We have just viewed a new build which ticks all the boxes. It's light and airy - has a drive, garage and utility room (which we've never had before).
We have always lived in pretty (but tiny) period properties. These have often been completely impractical for family life but we have always loved them from the start.
I'm hoping that someone who has moved from a period property to a new build can tell me that it's the right thing to do. Of course, I'm also interested to know about regrets!
Sorry I can't answer specifically about moving into a new build, but we have just moved into a house that ticked all the boxes but we didn't love, but didn't feel able to not put an offer in as it was affordable and just what we were looking for.
As time went on waiting to move in I looked forward to loving in more and more, and now after just a week here I've found a few features which I love, so the house is really growing on me. I'm thinking it's more of a slow burning love affair rather than an eyes-across-the-room thing! Hopefully the same will happen for you too.

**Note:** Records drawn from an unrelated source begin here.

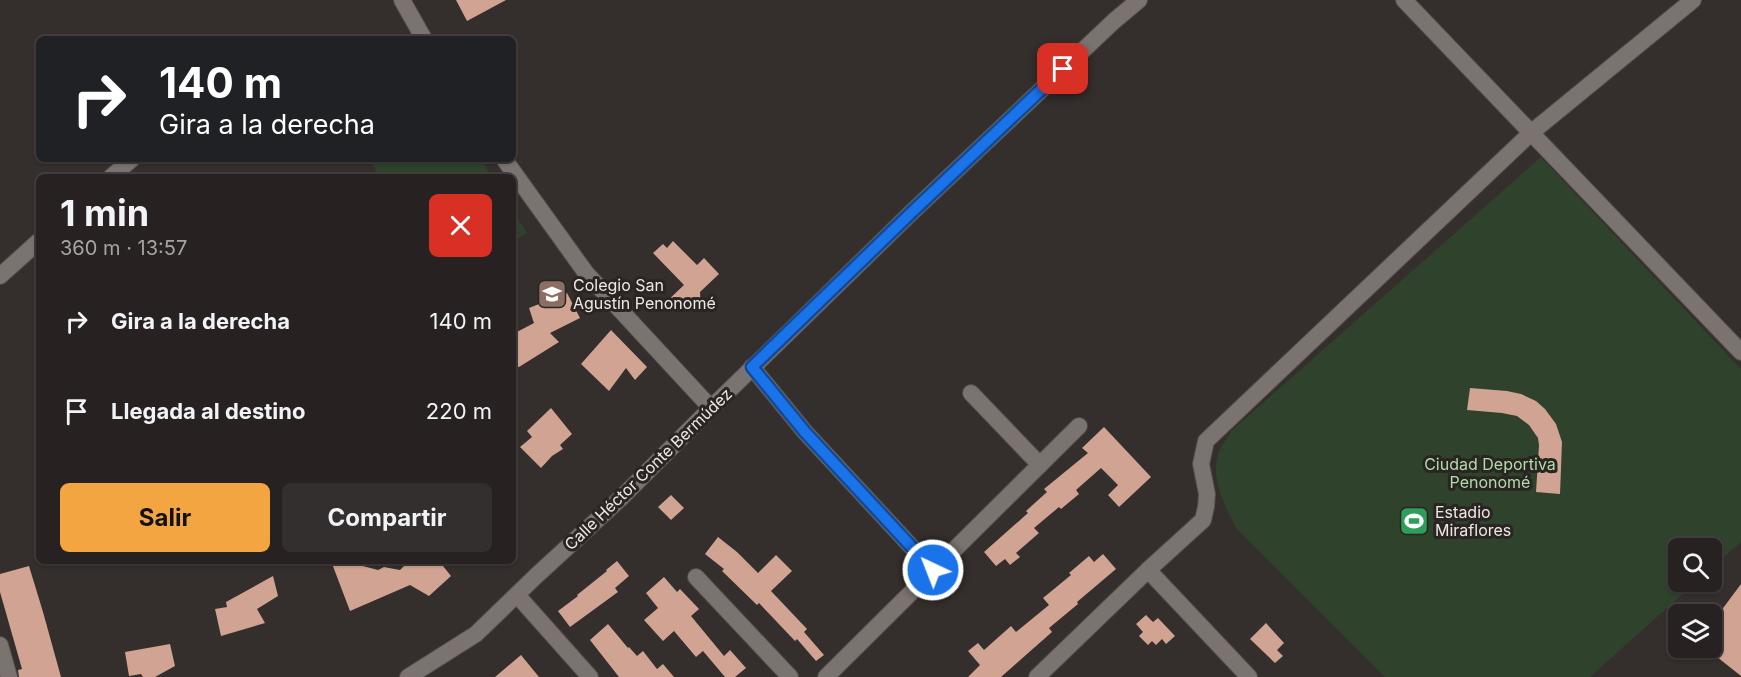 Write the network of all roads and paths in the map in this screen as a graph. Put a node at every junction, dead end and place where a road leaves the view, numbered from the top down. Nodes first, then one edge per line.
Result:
1 (402, 0) edge
2 (1139, 0) edge
3 (1404, 0) edge
4 (1693, 0) edge
5 (422, 36) edge
6 (1532, 132) junction
7 (128, 162) edge
8 (114, 174) edge
9 (516, 176) edge
10 (36, 244) edge
11 (0, 276) edge
12 (1741, 352) edge
13 (752, 367) junction
14 (971, 393) dead end
15 (711, 408) junction
16 (1079, 426) dead end
17 (1040, 465) junction
18 (933, 570) junction
19 (1149, 570) junction
20 (696, 577) dead end
21 (517, 595) junction
22 (0, 645) edge
23 (1042, 675) edge
24 (9, 677) edge
25 (408, 677) edge
26 (590, 677) edge
27 (790, 677) edge
28 (826, 677) edge
29 (1249, 677) edge

1 - 5 street
2 - 13 street, Calle Héctor Conte Bermúdez
3 - 6 street
4 - 6 street
6 - 12 street
6 - 19 street
7 - 8 street
9 - 15 street
10 - 11 street
13 - 15 street, Calle Héctor Conte Bermúdez
13 - 18 street
14 - 17 street
15 - 21 street, Calle Héctor Conte Bermúdez
16 - 17 street
17 - 18 street
18 - 28 street
19 - 23 street
19 - 29 street
20 - 27 street
21 - 25 street, Calle Héctor Conte Bermúdez
21 - 26 street
22 - 24 street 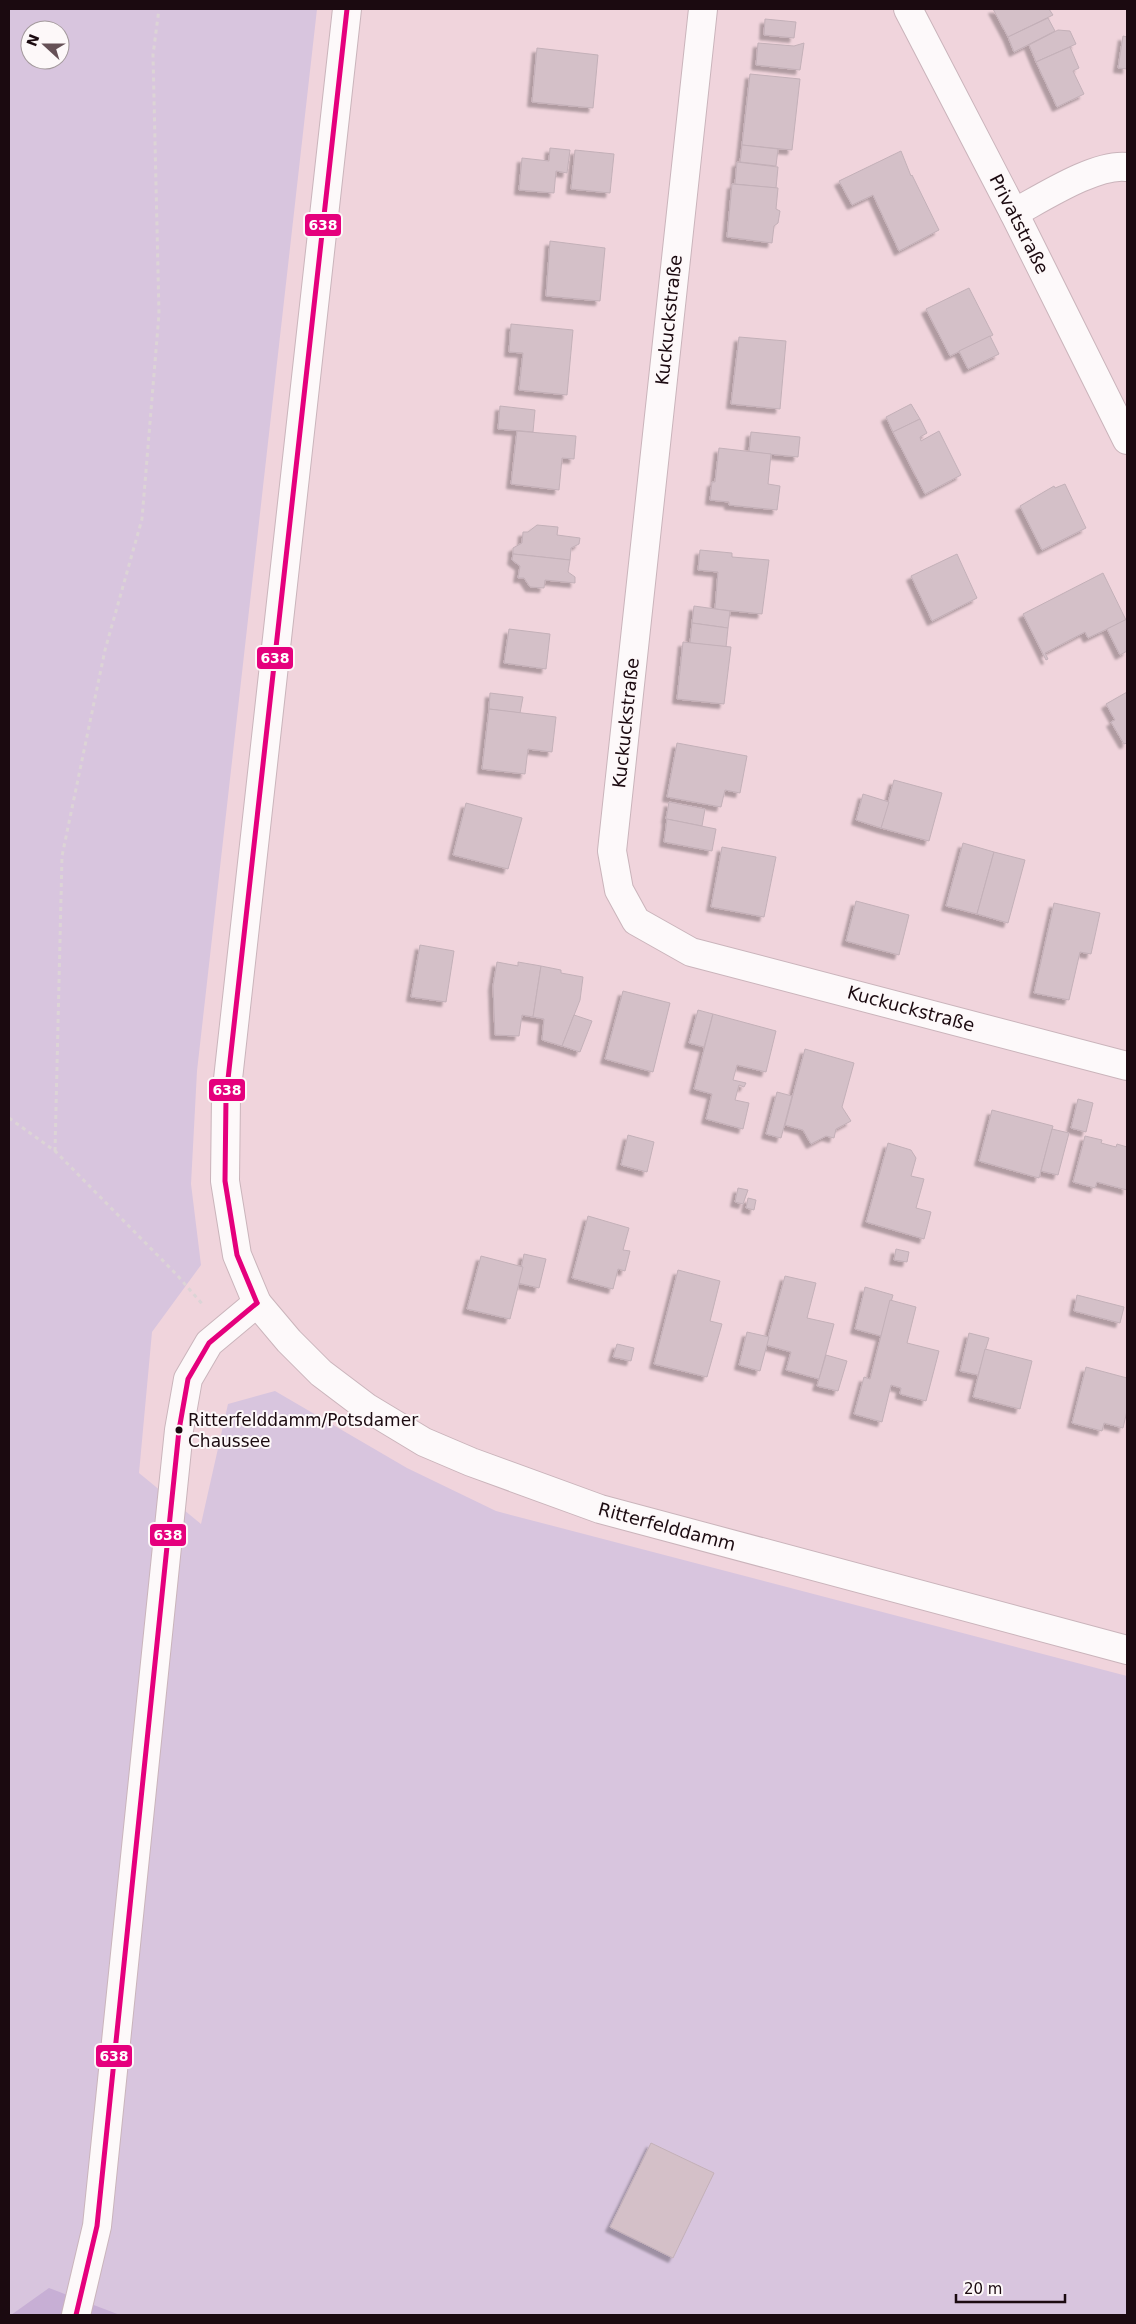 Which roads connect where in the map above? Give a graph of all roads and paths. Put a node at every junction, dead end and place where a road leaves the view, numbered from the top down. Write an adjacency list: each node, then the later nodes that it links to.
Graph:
1 (159, 9): 10 (path)
2 (347, 9): 11 (main road, Ritterfelddamm)
3 (703, 9): 8 (main road, Kuckuckstraße)
4 (908, 9): 6 (main road, Privatstraße)
5 (1127, 167): 6 (main road)
6 (1014, 213): 7 (main road, Privatstraße)
7 (1127, 440)
8 (1127, 1066)
9 (9, 1118): 10 (path)
10 (55, 1151): 12 (path)
11 (257, 1303): 12 (main road); 13 (main road, Ritterfelddamm)
12 (224, 1329): 14 (main road)
13 (1127, 1650)
14 (76, 2315) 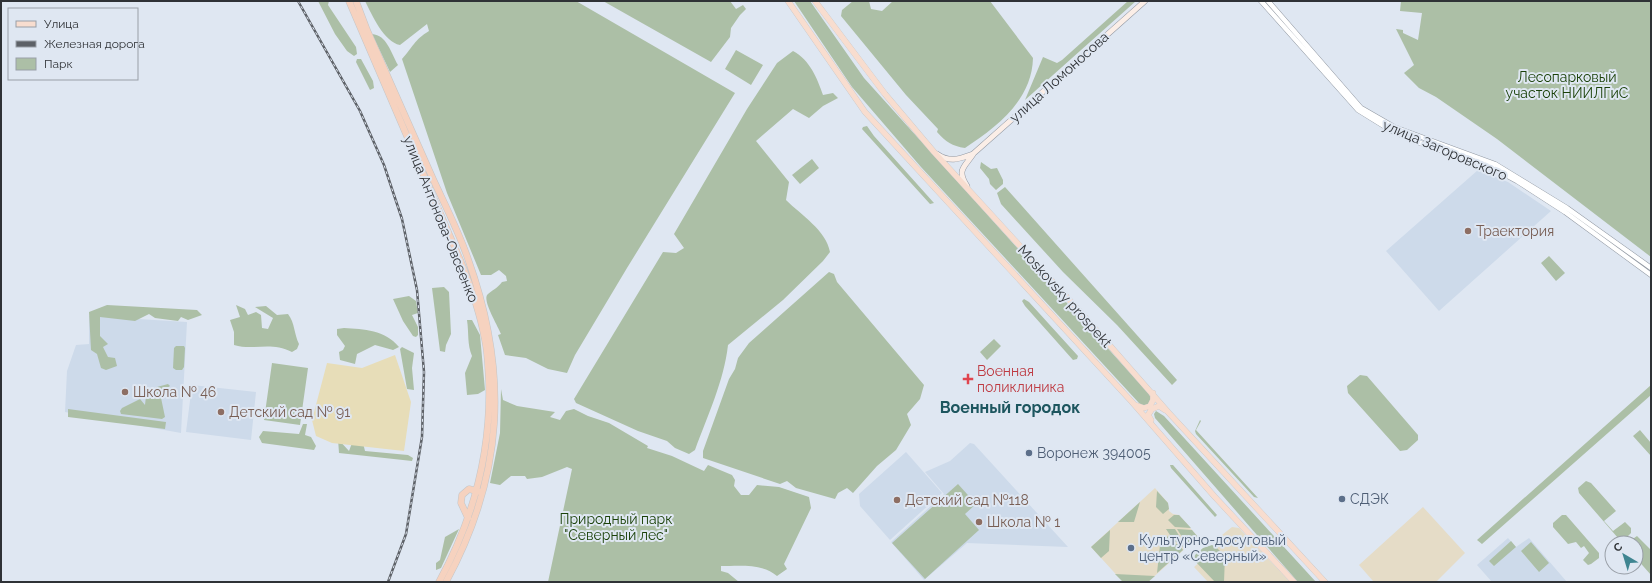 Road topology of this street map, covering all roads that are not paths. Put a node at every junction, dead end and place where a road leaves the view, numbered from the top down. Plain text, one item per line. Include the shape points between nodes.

The good thing about a new build s that you don't have to do little jobs for years. Giving you more time to do other things.
Also, when everybody moves in at a similar time, there can be more of a community feel.
There's always lots of 'snagging' problems too, according to someone. I've never had the pleasure of a new build, now that I'm older, I desire one, but there aren't any near where I need to be, so I stay here struggling to upkeep a property that was and could be stunning. But life's too short, I'd rather do 'snagging'
OP, I lived in a 2 up two down Victorian terrace with bags of original features. It was a total pain and cost me a fortune. I now live in a 4/5 bed detached new build that I bought off plan. No way I could fall in love with plans lol. It is light, spacious and above all not draughty. We have been here 5 years now and I love my house.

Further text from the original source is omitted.